YOUR ASSIGNMENT: Would you please repeat all of the data exactly, omitting the pictures?

EXERCISE DATA:

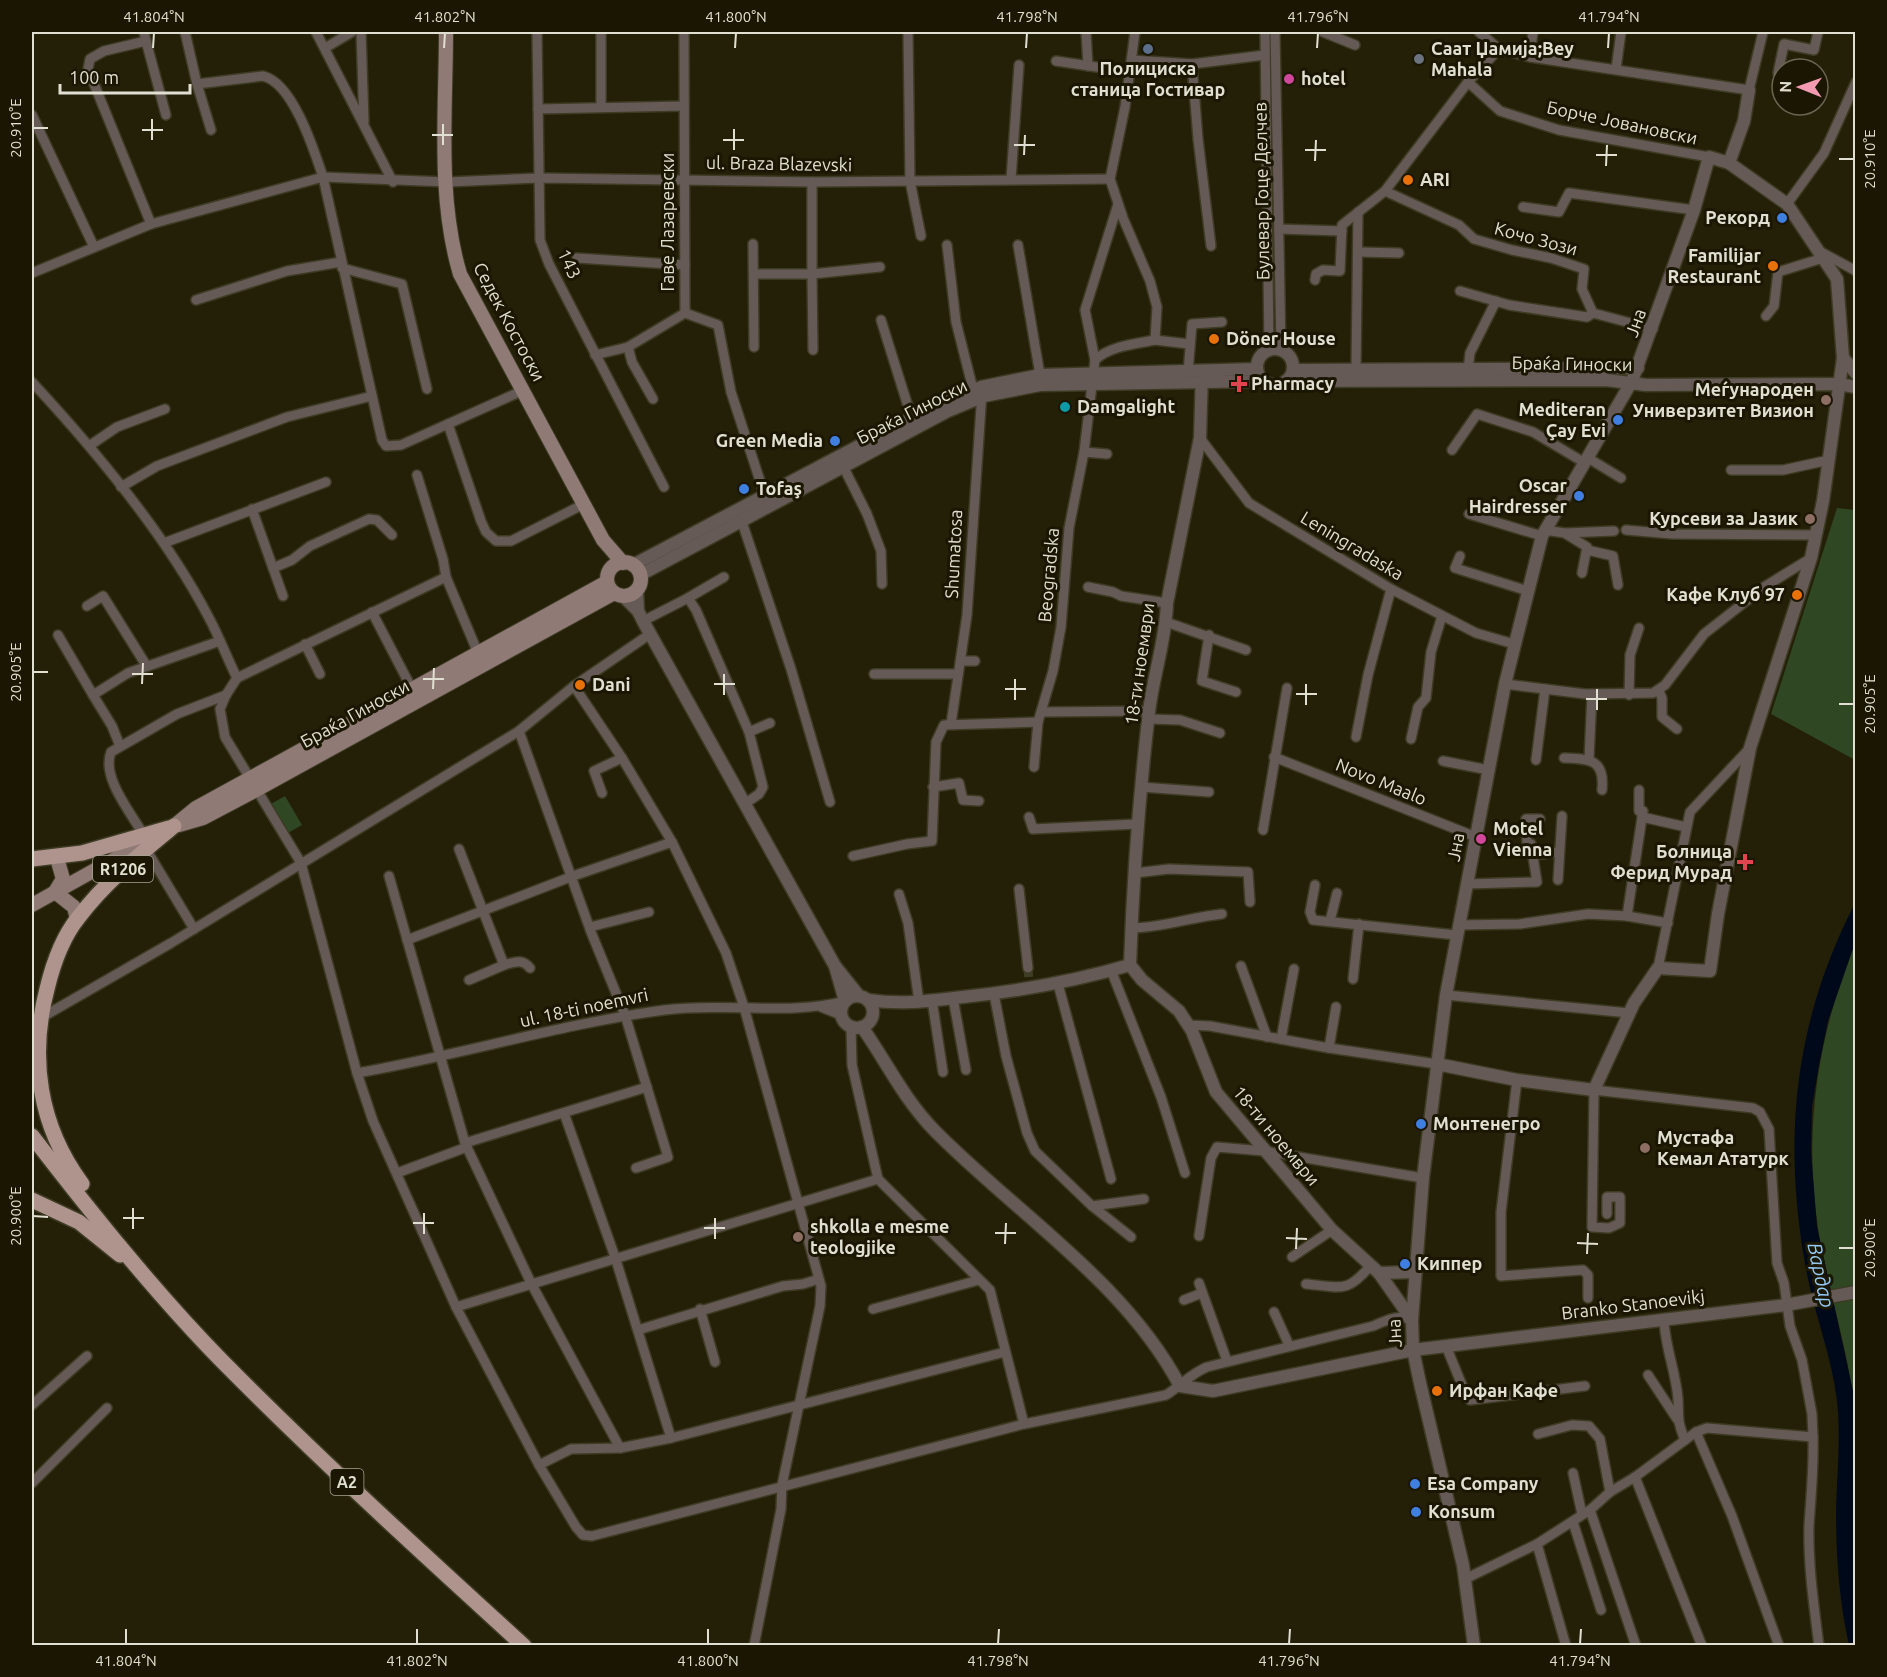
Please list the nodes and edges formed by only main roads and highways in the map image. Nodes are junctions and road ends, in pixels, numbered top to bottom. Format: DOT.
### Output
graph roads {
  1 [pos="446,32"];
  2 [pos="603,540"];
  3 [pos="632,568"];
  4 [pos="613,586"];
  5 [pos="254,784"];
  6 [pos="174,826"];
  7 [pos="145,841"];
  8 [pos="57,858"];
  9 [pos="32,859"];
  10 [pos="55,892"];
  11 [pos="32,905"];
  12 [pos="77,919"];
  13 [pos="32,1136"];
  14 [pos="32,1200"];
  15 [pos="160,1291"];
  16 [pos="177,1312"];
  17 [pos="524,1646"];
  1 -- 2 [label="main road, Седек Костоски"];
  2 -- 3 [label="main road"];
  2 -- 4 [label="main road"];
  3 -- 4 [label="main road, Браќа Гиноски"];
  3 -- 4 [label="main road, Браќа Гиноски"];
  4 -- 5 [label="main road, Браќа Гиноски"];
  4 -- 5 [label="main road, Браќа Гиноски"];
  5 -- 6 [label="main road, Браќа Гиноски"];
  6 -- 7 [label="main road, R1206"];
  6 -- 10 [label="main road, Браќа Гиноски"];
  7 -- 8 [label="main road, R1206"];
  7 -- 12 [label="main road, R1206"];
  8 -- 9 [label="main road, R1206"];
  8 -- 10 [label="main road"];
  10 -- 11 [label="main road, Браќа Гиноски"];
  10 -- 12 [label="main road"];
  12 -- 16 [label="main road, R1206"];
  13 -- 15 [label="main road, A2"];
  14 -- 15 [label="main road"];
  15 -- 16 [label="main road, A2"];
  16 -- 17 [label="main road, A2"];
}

SOLUTION TO THE EXERCISE:
Please list the nodes and edges formed by only main roads and highways in the map image. Nodes are junctions and road ends, in pixels, numbered top to bottom. Format: DOT.
### Output
graph roads {
  1 [pos="446,32"];
  2 [pos="603,540"];
  3 [pos="632,568"];
  4 [pos="613,586"];
  5 [pos="254,784"];
  6 [pos="174,826"];
  7 [pos="145,841"];
  8 [pos="57,858"];
  9 [pos="32,859"];
  10 [pos="55,892"];
  11 [pos="32,905"];
  12 [pos="77,919"];
  13 [pos="32,1136"];
  14 [pos="32,1200"];
  15 [pos="160,1291"];
  16 [pos="177,1312"];
  17 [pos="524,1646"];
  1 -- 2 [label="main road, Седек Костоски"];
  2 -- 3 [label="main road"];
  2 -- 4 [label="main road"];
  3 -- 4 [label="main road, Браќа Гиноски"];
  3 -- 4 [label="main road, Браќа Гиноски"];
  4 -- 5 [label="main road, Браќа Гиноски"];
  4 -- 5 [label="main road, Браќа Гиноски"];
  5 -- 6 [label="main road, Браќа Гиноски"];
  6 -- 7 [label="main road, R1206"];
  6 -- 10 [label="main road, Браќа Гиноски"];
  7 -- 8 [label="main road, R1206"];
  7 -- 12 [label="main road, R1206"];
  8 -- 9 [label="main road, R1206"];
  8 -- 10 [label="main road"];
  10 -- 11 [label="main road, Браќа Гиноски"];
  10 -- 12 [label="main road"];
  12 -- 16 [label="main road, R1206"];
  13 -- 15 [label="main road, A2"];
  14 -- 15 [label="main road"];
  15 -- 16 [label="main road, A2"];
  16 -- 17 [label="main road, A2"];
}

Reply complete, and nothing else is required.